メディアで見ないシリア。佐賀で講演会を開催
AAR Japan[難民を助ける会]が、昨年8月に佐賀市に事務所を開設してから1年。昨年11月に佐賀事務所開設記念イベント「シリアー難民の現実と私たちにできることー」を開催した際、「できればシリア人からも直接お話を聞きたい」との声をいただきました。そこで今年7月、佐賀県西九州大学と佐賀県国際交流プラザで、「メディアで見ないシリア」と題した講演会を開催し、5月にAARに入職したシリア出身のラガド・アドリーが、紛争が起きる前のシリアについてお話ししました。
「本当のシリアを知ってほしい」
7月11日には、佐賀県の西九州大学の佐賀キャンパスで、12日には同大学の神崎キャンパスで講演し、合わせて204名の学生が参加してくださいました。ラガドがシリアの歴史や宗教、戦争前の日常生活や食文化などについてお話しし、最後に学生の皆さんに対して「ほかの国で起こっていることだから自分に関係ないと思わないでほしい。まずは知って、自分に何ができるのかを考えてみてほしいです」と伝えました。

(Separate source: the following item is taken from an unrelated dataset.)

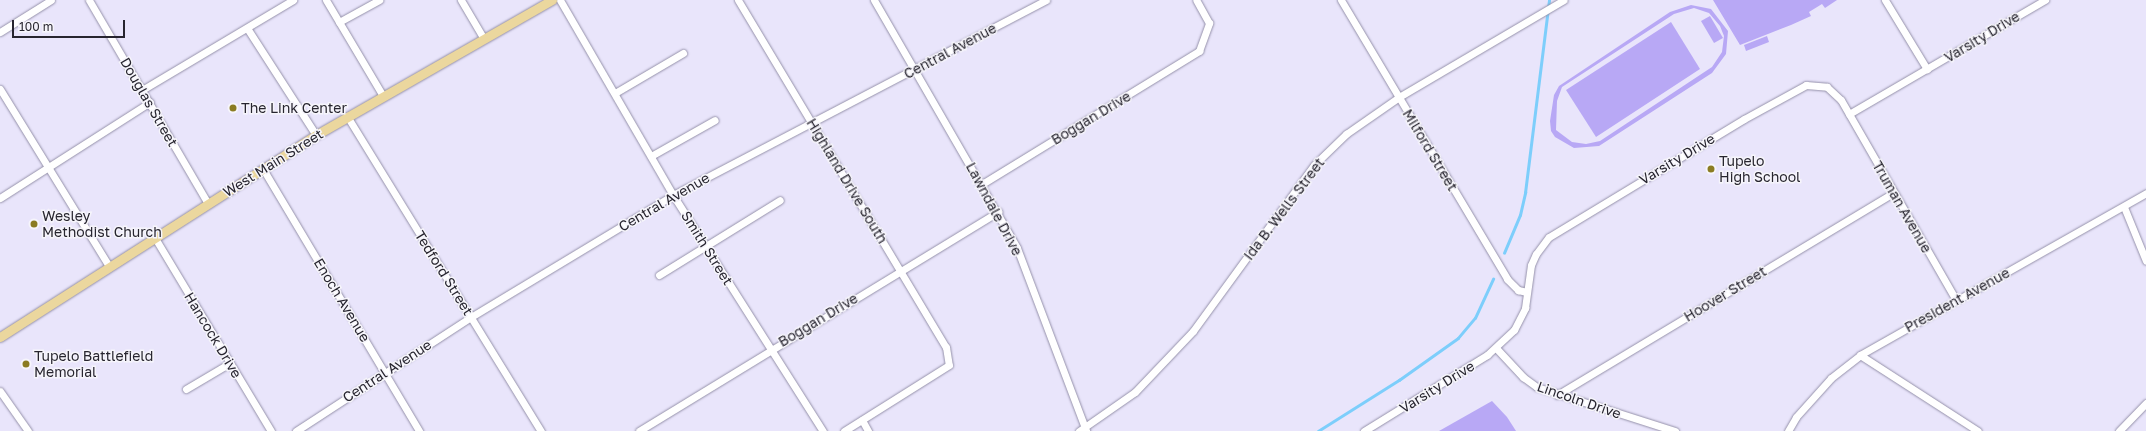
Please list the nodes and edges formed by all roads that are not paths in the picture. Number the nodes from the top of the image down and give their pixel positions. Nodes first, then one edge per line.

参加した学生の皆さんからは、「シリアに抱いていたイメージが事実とこんなに違うのかと衝撃を受けました。紛争状態になる前のシリアはとてもきれいな街並みだったことを、もっとたくさんの人に知ってもらいたいです。平和な日々が戻ったら行ってみたいです」「亡くなる人は数ではない。それぞれ1人ずつストーリーがある、という言葉が印象に残っています」など多くの感想をいただきました。

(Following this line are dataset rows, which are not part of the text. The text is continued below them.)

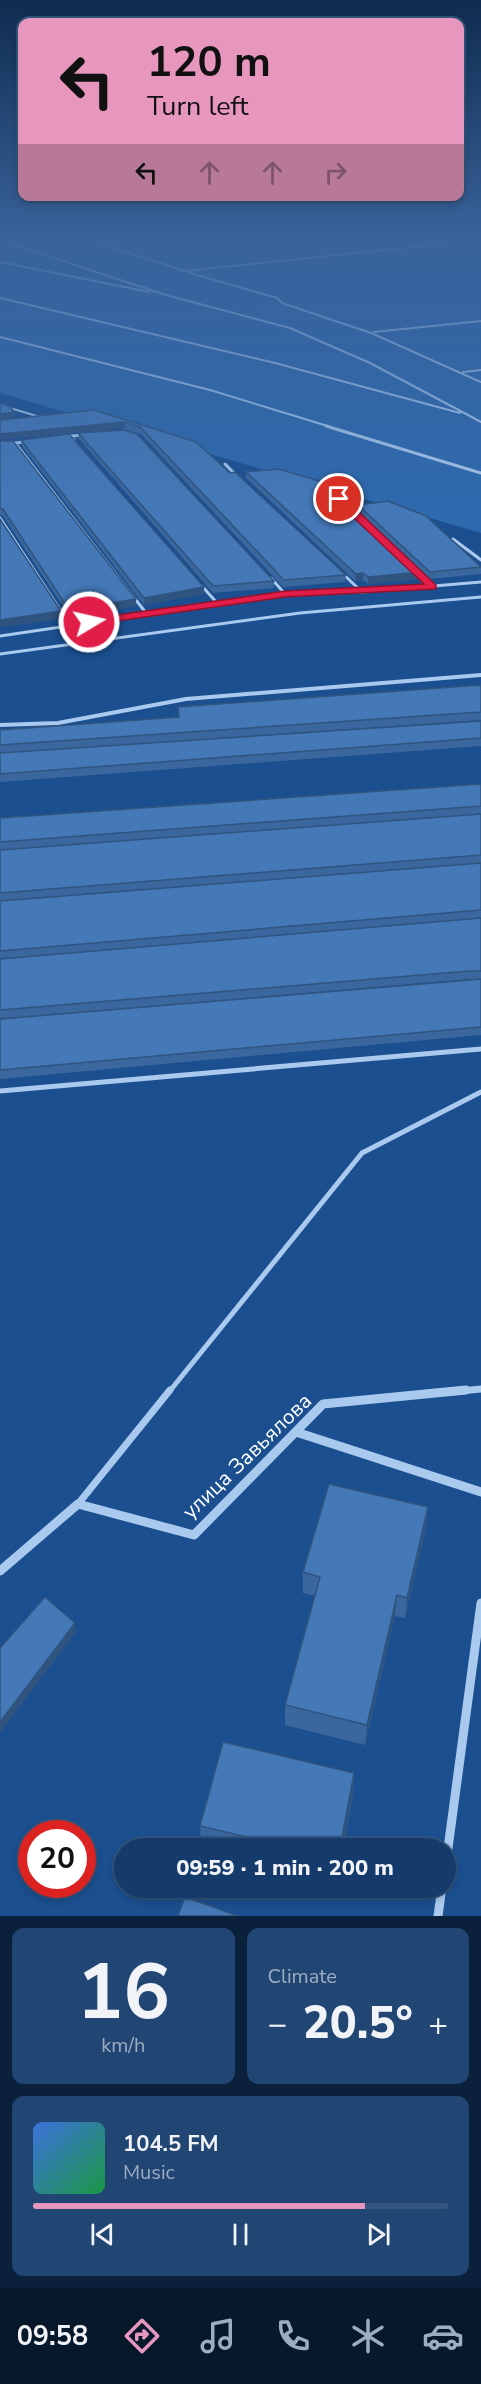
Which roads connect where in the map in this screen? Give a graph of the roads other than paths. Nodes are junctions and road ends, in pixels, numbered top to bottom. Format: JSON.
{"nodes":[{"id":1,"x":124,"y":327,"type":"edge"},
{"id":2,"x":288,"y":327,"type":"edge"},
{"id":3,"x":354,"y":327,"type":"edge"},
{"id":4,"x":422,"y":327,"type":"edge"},
{"id":5,"x":371,"y":333,"type":"junction"},
{"id":6,"x":0,"y":337,"type":"edge"},
{"id":7,"x":481,"y":370,"type":"edge"},
{"id":8,"x":462,"y":372,"type":"junction"},
{"id":9,"x":481,"y":382,"type":"edge"},
{"id":10,"x":0,"y":405,"type":"edge"},
{"id":11,"x":470,"y":416,"type":"junction"},
{"id":12,"x":33,"y":419,"type":"edge"},
{"id":13,"x":481,"y":422,"type":"edge"},
{"id":14,"x":93,"y":435,"type":"edge"},
{"id":15,"x":71,"y":436,"type":"junction"},
{"id":16,"x":60,"y":438,"type":"edge"},
{"id":17,"x":26,"y":441,"type":"edge"},
{"id":18,"x":15,"y":443,"type":"junction"},
{"id":19,"x":8,"y":444,"type":"edge"},
{"id":20,"x":79,"y":445,"type":"edge"},
{"id":21,"x":225,"y":464,"type":"dead end"},
{"id":22,"x":481,"y":473,"type":"edge"},
{"id":23,"x":242,"y":480,"type":"edge"},
{"id":24,"x":339,"y":499,"type":"edge"},
{"id":25,"x":0,"y":518,"type":"edge"},
{"id":26,"x":365,"y":523,"type":"edge"},
{"id":27,"x":453,"y":539,"type":"edge"},
{"id":28,"x":481,"y":560,"type":"edge"},
{"id":29,"x":337,"y":568,"type":"edge"},
{"id":30,"x":416,"y":571,"type":"edge"},
{"id":31,"x":269,"y":576,"type":"edge"},
{"id":32,"x":481,"y":582,"type":"edge"},
{"id":33,"x":202,"y":585,"type":"edge"},
{"id":34,"x":433,"y":587,"type":"junction"},
{"id":35,"x":362,"y":592,"type":"junction"},
{"id":36,"x":285,"y":594,"type":"junction"},
{"id":37,"x":481,"y":597,"type":"edge"},
{"id":38,"x":217,"y":603,"type":"junction"},
{"id":39,"x":146,"y":613,"type":"junction"},
{"id":40,"x":70,"y":625,"type":"junction"},
{"id":41,"x":0,"y":636,"type":"edge"},
{"id":42,"x":0,"y":654,"type":"edge"},
{"id":43,"x":481,"y":675,"type":"edge"},
{"id":44,"x":0,"y":725,"type":"edge"},
{"id":45,"x":481,"y":1049,"type":"edge"},
{"id":46,"x":0,"y":1091,"type":"edge"},
{"id":47,"x":481,"y":1092,"type":"edge"},
{"id":48,"x":481,"y":1389,"type":"edge"},
{"id":49,"x":296,"y":1432,"type":"junction"},
{"id":50,"x":481,"y":1492,"type":"edge"},
{"id":51,"x":78,"y":1504,"type":"junction"},
{"id":52,"x":0,"y":1571,"type":"edge"},
{"id":53,"x":481,"y":1603,"type":"edge"},
{"id":54,"x":449,"y":1838,"type":"edge"},
{"id":55,"x":440,"y":1898,"type":"edge"},
{"id":56,"x":438,"y":1916,"type":"edge"}],
"edges":[{"from":1,"to":11,"type":"lane"},
{"from":2,"to":11,"type":"lane"},
{"from":3,"to":5,"type":"lane"},
{"from":4,"to":5,"type":"lane"},
{"from":5,"to":8,"type":"lane"},
{"from":6,"to":22,"type":"lane"},
{"from":7,"to":8,"type":"lane"},
{"from":8,"to":9,"type":"lane"},
{"from":10,"to":12,"type":"lane"},
{"from":11,"to":13,"type":"lane"},
{"from":14,"to":15,"type":"lane"},
{"from":15,"to":16,"type":"lane"},
{"from":15,"to":20,"type":"lane"},
{"from":17,"to":18,"type":"lane"},
{"from":18,"to":19,"type":"lane"},
{"from":18,"to":39,"type":"lane"},
{"from":21,"to":23,"type":"lane"},
{"from":24,"to":26,"type":"lane"},
{"from":25,"to":40,"type":"lane"},
{"from":27,"to":28,"type":"lane"},
{"from":29,"to":35,"type":"lane"},
{"from":30,"to":34,"type":"lane"},
{"from":31,"to":36,"type":"lane"},
{"from":32,"to":34,"type":"lane"},
{"from":33,"to":38,"type":"lane"},
{"from":34,"to":35,"type":"lane"},
{"from":35,"to":36,"type":"lane"},
{"from":36,"to":38,"type":"lane"},
{"from":37,"to":42,"type":"lane"},
{"from":38,"to":39,"type":"lane"},
{"from":39,"to":40,"type":"lane"},
{"from":40,"to":41,"type":"lane"},
{"from":43,"to":44,"type":"lane"},
{"from":45,"to":46,"type":"lane"},
{"from":47,"to":51,"type":"lane"},
{"from":48,"to":49,"type":"street","name":"улица Завьялова"},
{"from":49,"to":50,"type":"street"},
{"from":49,"to":51,"type":"street","name":"улица Завьялова"},
{"from":51,"to":52,"type":"street"},
{"from":53,"to":54,"type":"street"},
{"from":55,"to":56,"type":"street"}]}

また、7月11日には、佐賀県国際交流プラザで一般の方を対象とした公開講座を開催し、ここでもラガドが普段報道で目にすることのないシリアの実像についてお話ししました。わざわざ遠方から足を運んでくださった方など、41名の方にご参加いただき、「今紛争の中にあるシリアの人たちにも、平和で穏やかな日常生活があったことを知り、とてもつらい気持ちになりました」「一刻も早くシリアが元の状態に戻ることを祈るばかりです。シリア情勢についてもっと日本人が知る必要があると思います。ラガドさんにはもっと日本中で講義をしてほしいです」「荒れてしまった地域であるというイメージが覆されました。戦闘が始まったのがほんの6年前だということにとても驚きました。たくさん本を読んだりしてまた考えを深めたいです」など多くの声をいただくことができました。

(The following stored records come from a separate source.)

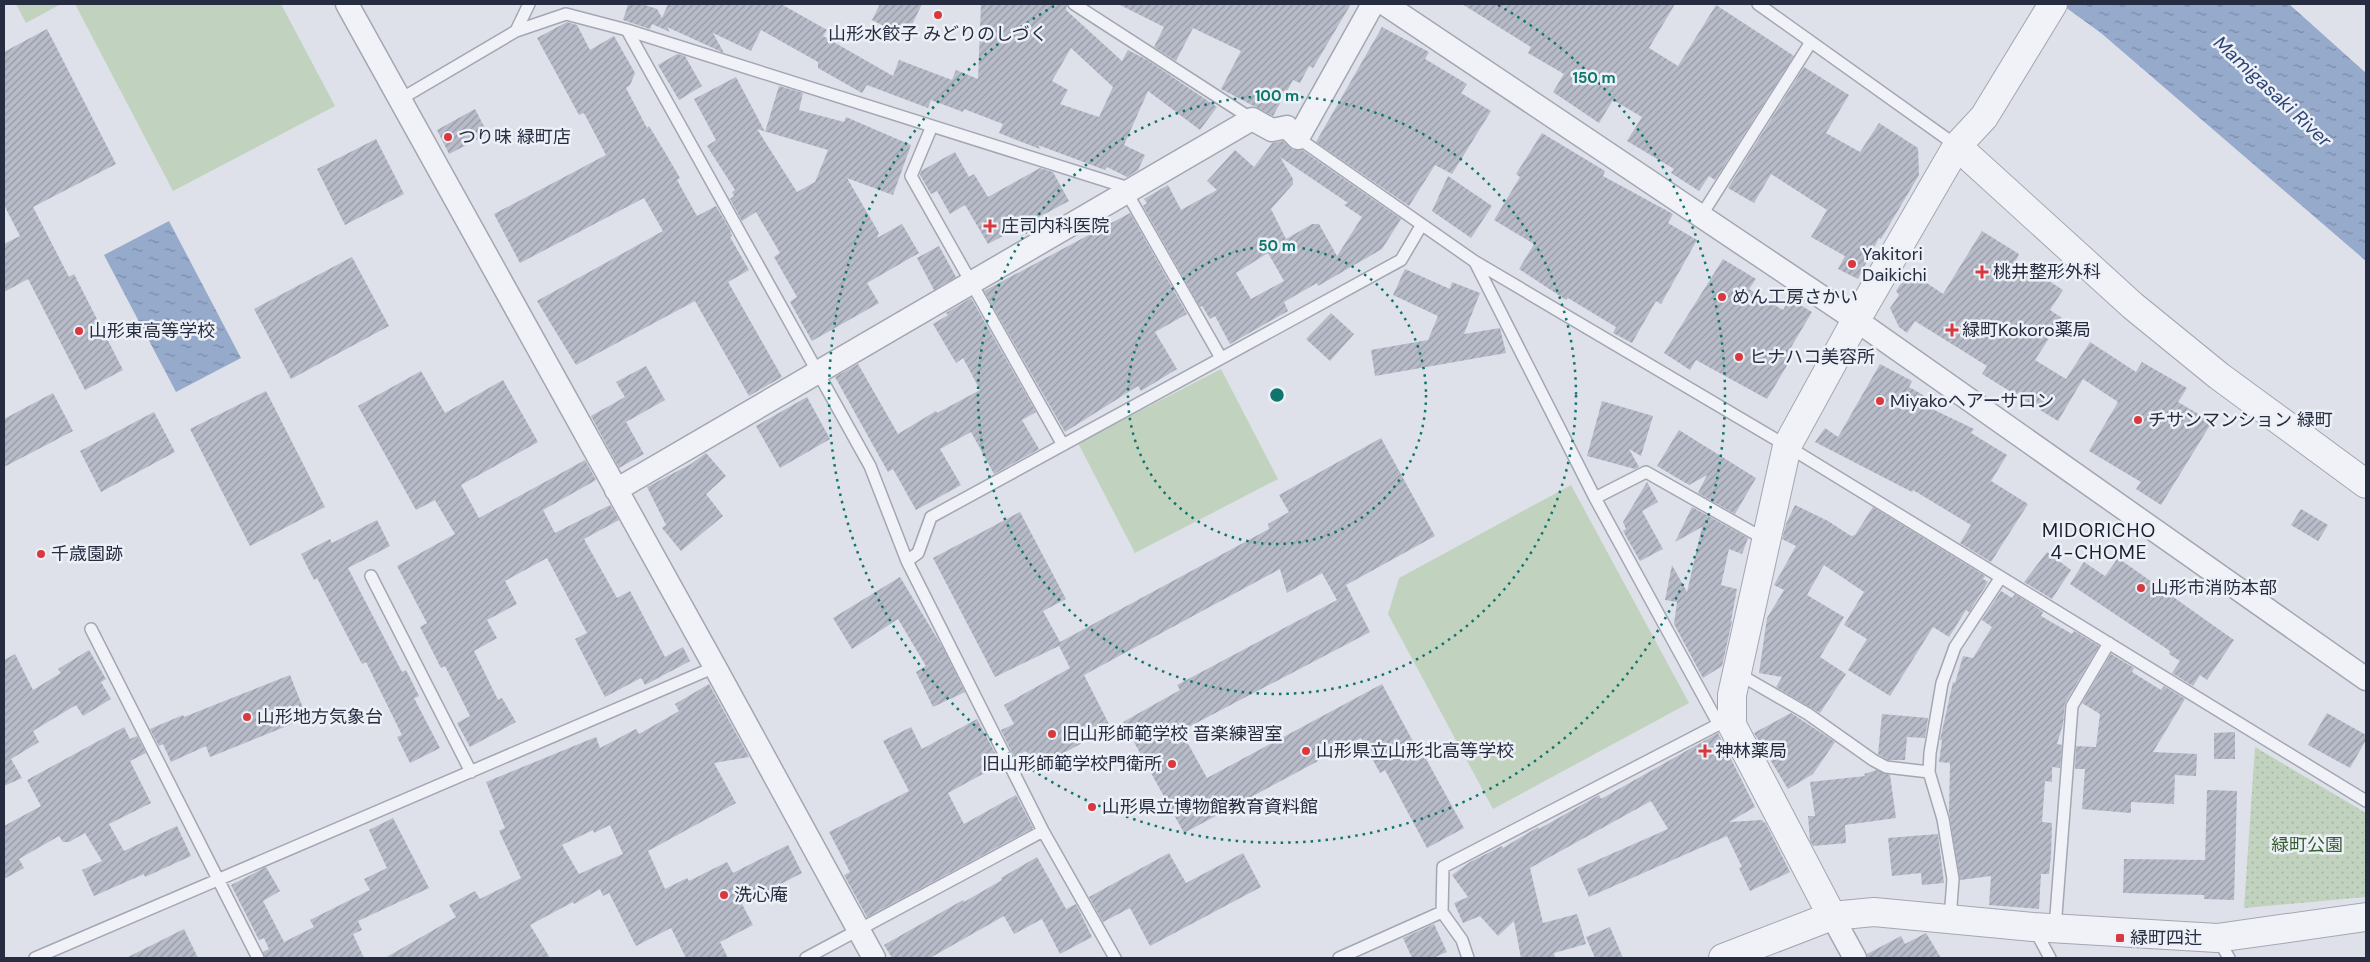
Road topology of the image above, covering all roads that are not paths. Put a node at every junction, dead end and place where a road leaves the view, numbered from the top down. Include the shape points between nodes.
1 (347, 4) edge
2 (529, 4) edge
3 (1074, 4) edge
4 (1373, 4) edge
5 (1385, 4) edge
6 (1758, 4) edge
7 (2053, 4) edge
8 (627, 30) junction
9 (516, 31) junction
10 (1811, 42) junction
11 (399, 100) junction
12 (1252, 119) junction
13 (932, 126) junction
14 (1298, 138) junction
15 (1957, 146) junction
16 (1130, 191) junction
17 (1701, 216) junction
18 (1421, 226) junction
19 (1474, 261) junction
20 (971, 282) junction
21 (1856, 320) junction
22 (1221, 358) junction
23 (818, 371) junction
24 (1063, 445) junction
25 (1787, 446) junction
26 (2366, 484) edge
27 (616, 490) junction
28 (1595, 498) junction
29 (1766, 540) junction
30 (907, 561) junction
31 (371, 576) dead end
32 (2001, 577) junction
33 (91, 629) dead end
34 (2109, 643) junction
35 (715, 667) junction
36 (1737, 673) junction
37 (2366, 678) edge
38 (1725, 721) junction
39 (471, 772) junction
40 (1929, 772) junction
41 (2366, 801) edge
42 (1043, 831) junction
43 (218, 881) junction
44 (1442, 912) junction
45 (1832, 916) junction
46 (2366, 917) edge
47 (1950, 919) junction
48 (2044, 927) junction
49 (858, 929) junction
50 (2223, 948) edge
51 (35, 958) edge
52 (258, 958) edge
53 (806, 958) edge
54 (874, 958) edge
55 (1115, 958) edge
56 (1339, 958) edge
57 (1468, 958) edge
58 (1723, 958) edge
59 (1855, 958) edge
60 (2050, 958) edge

1 - 11 street
2 - 9 lane
3 - 12 lane
4 - 14 street
5 - 17 street
6 - 10 lane
7 - 15 street via 1984,117
8 - 9 lane via 566,14
8 - 13 lane
8 - 23 lane
9 - 11 lane
10 - 15 lane
10 - 17 lane
11 - 27 street
12 - 14 street via 1272,130 1287,127
12 - 16 street
13 - 16 lane
13 - 20 lane via 911,176
14 - 18 lane
15 - 21 street
15 - 26 street via 2133,306 2219,376
16 - 20 street
16 - 22 lane
17 - 21 street
18 - 19 lane
18 - 22 lane via 1401,260
19 - 25 lane
19 - 28 lane
20 - 23 street
20 - 24 lane
21 - 25 street
21 - 37 street
22 - 24 lane
23 - 27 street
23 - 30 lane via 870,466
24 - 30 lane via 931,517 918,554
25 - 29 street
25 - 32 lane
27 - 35 street
28 - 29 lane via 1646,472
28 - 38 lane
29 - 36 street
30 - 42 lane
31 - 39 lane
32 - 34 lane
32 - 40 lane via 1955,647 1942,683
33 - 43 lane
34 - 41 lane
34 - 48 lane via 2072,706
35 - 39 lane
35 - 49 street
36 - 38 street
36 - 40 lane via 1808,714 1873,760 1886,766
38 - 44 lane via 1443,867
38 - 45 street via 1732,726
39 - 43 lane
40 - 47 lane via 1943,819 1953,879
42 - 49 lane
42 - 55 lane
43 - 51 lane
43 - 52 lane
44 - 56 lane
44 - 57 lane via 1462,940
45 - 47 street via 1874,912
45 - 58 street
45 - 59 street
46 - 50 street
47 - 48 street
48 - 50 street
48 - 60 lane
49 - 53 lane
49 - 54 street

佐賀事務所では、今後も国際理解につながる啓発活動を行ってまいります。7月22日には、佐賀NGOネットワーク主催の公開講座が佐賀県国際交流プラザで開催され、佐賀事務所所長の久保田雅文が、世界の感染症をテーマに講義を行い、AARの活動についてお話ししました。佐賀NGOネットワークの公開講座は隔月で行われており、どなたでもご参加可能です。お近くの方、ぜひお気軽にご参加ください。